Saved data entries:
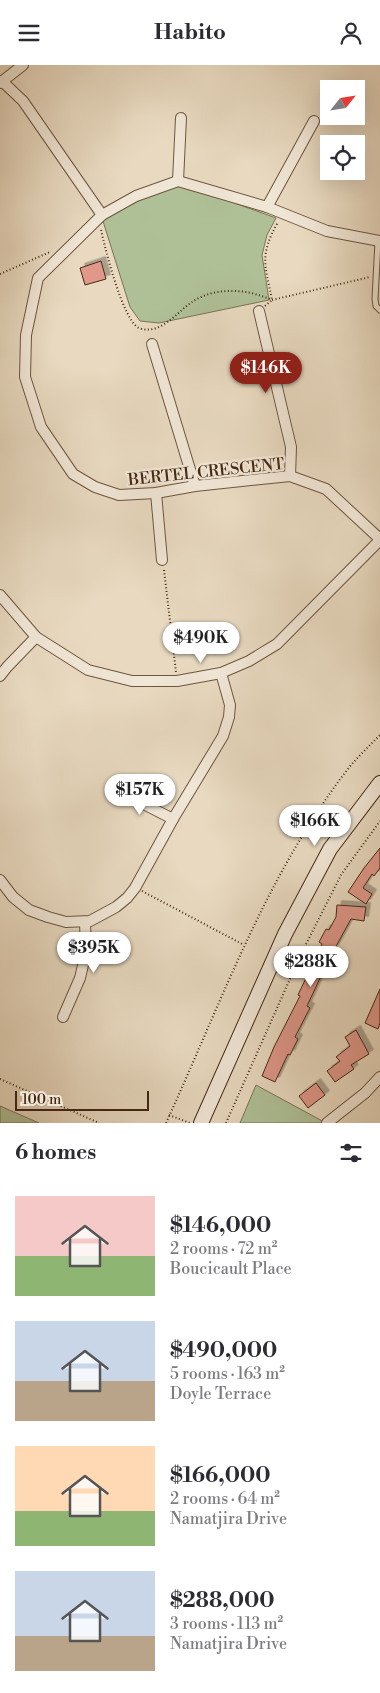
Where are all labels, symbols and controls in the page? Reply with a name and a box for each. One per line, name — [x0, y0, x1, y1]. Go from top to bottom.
icon: menu — [15, 19, 43, 47]
text: Habito — [154, 19, 226, 46]
icon: person — [337, 19, 365, 47]
north arrow — [320, 80, 365, 125]
map controls — [320, 80, 365, 180]
button: locate — [320, 135, 365, 180]
pin: $146K — [231, 351, 301, 394]
text: $146K — [241, 358, 291, 378]
street label: BERTEL CRESCENT — [126, 454, 285, 490]
pin: $490K — [166, 621, 236, 664]
text: $490K — [174, 628, 228, 648]
pin: $157K — [105, 773, 175, 816]
text: $157K — [115, 780, 165, 800]
pin: $166K — [280, 805, 350, 847]
text: $166K — [290, 811, 340, 831]
pin: $395K — [59, 931, 129, 974]
text: $395K — [68, 938, 120, 958]
pin: $288K — [276, 945, 346, 988]
text: $288K — [285, 952, 337, 972]
scale bar — [15, 1088, 149, 1111]
text: 100 m — [22, 1091, 61, 1109]
icon: filters — [337, 1139, 365, 1167]
text: 6 homes — [15, 1140, 96, 1166]
text: $146,000 — [170, 1213, 271, 1239]
icon: home — [55, 1216, 115, 1276]
text: 2 rooms · 72 m² — [170, 1239, 277, 1259]
text: Boucicault Place — [170, 1259, 292, 1279]
text: $490,000 — [170, 1338, 277, 1364]
icon: home — [55, 1341, 115, 1401]
text: 5 rooms · 163 m² — [170, 1364, 285, 1384]
text: Doyle Terrace — [170, 1384, 271, 1404]
text: $166,000 — [170, 1463, 271, 1489]
icon: home — [55, 1466, 115, 1526]
text: 2 rooms · 64 m² — [170, 1489, 280, 1509]
text: Namatjira Drive — [170, 1509, 287, 1529]
text: $288,000 — [170, 1588, 275, 1614]
icon: home — [55, 1591, 115, 1651]
text: 3 rooms · 113 m² — [170, 1614, 283, 1634]
text: Namatjira Drive — [170, 1634, 287, 1654]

**Work to be completed**
Lines containing the string "rooms" in the entries above should be counted. State that number alone.

**Response to this exercise**
4